The Towns Association called the legislation, “One of the most damaging bills to local control in recent memory.”
The committee Chair said he negotiated with local groups to remove the most egregious parts of the bill. It was impossible for anyone at the hearing, including the Senators on the committee, to say what was actually in or out of the twenty-page bill they just received.
After 5:00pm, the committee finally took up SB 464. It was the last on the agenda and many people had waited since 11:00am to testify.
Citizen after citizen who testified shared their concerns about the bill and offered some version of “I don’t know what’s in the bill and I don’t know if you’ve fixed the problem.”
People who waited all day in the Capitol hearing room to speak said they had no way of knowing a new version had been posted on a website. They gave up a day of work, used a vacation day and left home early to travel to the Capitol. No one told them about the revised bill or offered to give them copy.
During that day, in another hearing room, people testified against removing the effective ban on nuclear power plants. In a third hearing room, people waited to testify against a bill that would make extensive changes to protections for lakes and rivers.
All were controversial making big changes to public policy. There were six hearings happening at the same time. Twenty-two bills were voted out of committee.
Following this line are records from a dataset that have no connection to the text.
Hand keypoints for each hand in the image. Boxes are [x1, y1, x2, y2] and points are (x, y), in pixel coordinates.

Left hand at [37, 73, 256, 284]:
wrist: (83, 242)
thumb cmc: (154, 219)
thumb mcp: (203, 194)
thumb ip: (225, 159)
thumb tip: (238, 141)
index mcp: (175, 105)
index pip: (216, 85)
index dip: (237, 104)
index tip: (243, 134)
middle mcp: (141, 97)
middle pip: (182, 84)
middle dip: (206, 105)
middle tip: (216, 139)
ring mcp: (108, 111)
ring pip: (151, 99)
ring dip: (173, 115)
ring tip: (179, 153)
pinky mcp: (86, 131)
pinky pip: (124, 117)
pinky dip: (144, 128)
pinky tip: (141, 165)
Many were introduced over the Holidays and rushed to public hearing right after the New Year.
That day the Senate Sporting Heritage, Mining and Forestry Committee, of which I am a member, heard a bill on fish farming. I asked the Chair why the bill was not assigned to the Ag Committee and he said, “It deals with water.” You’d think it would be sent to the Natural Resources Committee.
Knowing what was in the bill and how it interacted with existing laws related to water and agriculture was important for understanding the consequences of the bill.
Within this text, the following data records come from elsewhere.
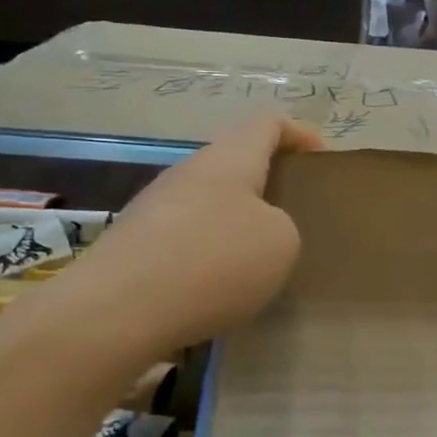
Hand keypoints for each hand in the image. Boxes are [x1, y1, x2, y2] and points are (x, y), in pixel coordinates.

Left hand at [98, 115, 322, 351]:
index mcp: (228, 159)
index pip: (268, 124)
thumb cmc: (213, 262)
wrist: (115, 312)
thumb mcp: (281, 243)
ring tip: (260, 261)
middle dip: (269, 184)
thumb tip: (259, 231)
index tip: (321, 160)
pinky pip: (186, 238)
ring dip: (238, 224)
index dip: (300, 134)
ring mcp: (155, 208)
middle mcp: (188, 172)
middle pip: (236, 163)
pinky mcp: (135, 246)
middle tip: (297, 217)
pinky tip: (219, 290)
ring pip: (210, 203)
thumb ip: (283, 226)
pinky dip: (210, 254)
Again, I received the bill just before the committee hearing. Supposedly, the bill was introduced the day before the hearing. Details of its exact impact were scarce.
Again, the bill was complex. It changed protections of streams and springs, altered water flow over dams (which affects streams) and interwove state and federal rules.
Again, the Chair was also the author of the bill. He and I were the only legislators at the hearing. All other Senators had two or more hearings at the same time.
I like fish. I keep two large aquariums and fiddle with water chemistry for fun. In full disclosure, the fish farmers named me their Legislator of the Year several years prior. I want fish farmers to succeed, but not at the expense of our Wisconsin waterways.
The homework needed on the bill was not possible with members pulled to other committees and the bill rushed so fast no one had a chance to read it. I sat in the public hearing, I was pretty sure opponents did not even know the bill existed.
Speed and secrecy have become all too common in the Capitol. Democracy suffers. Public interest suffers.
The process works best when – to use a fish analogy – we treat legislation like fish – open it up, set it on the table, let the sunshine in and see if the fish stinks.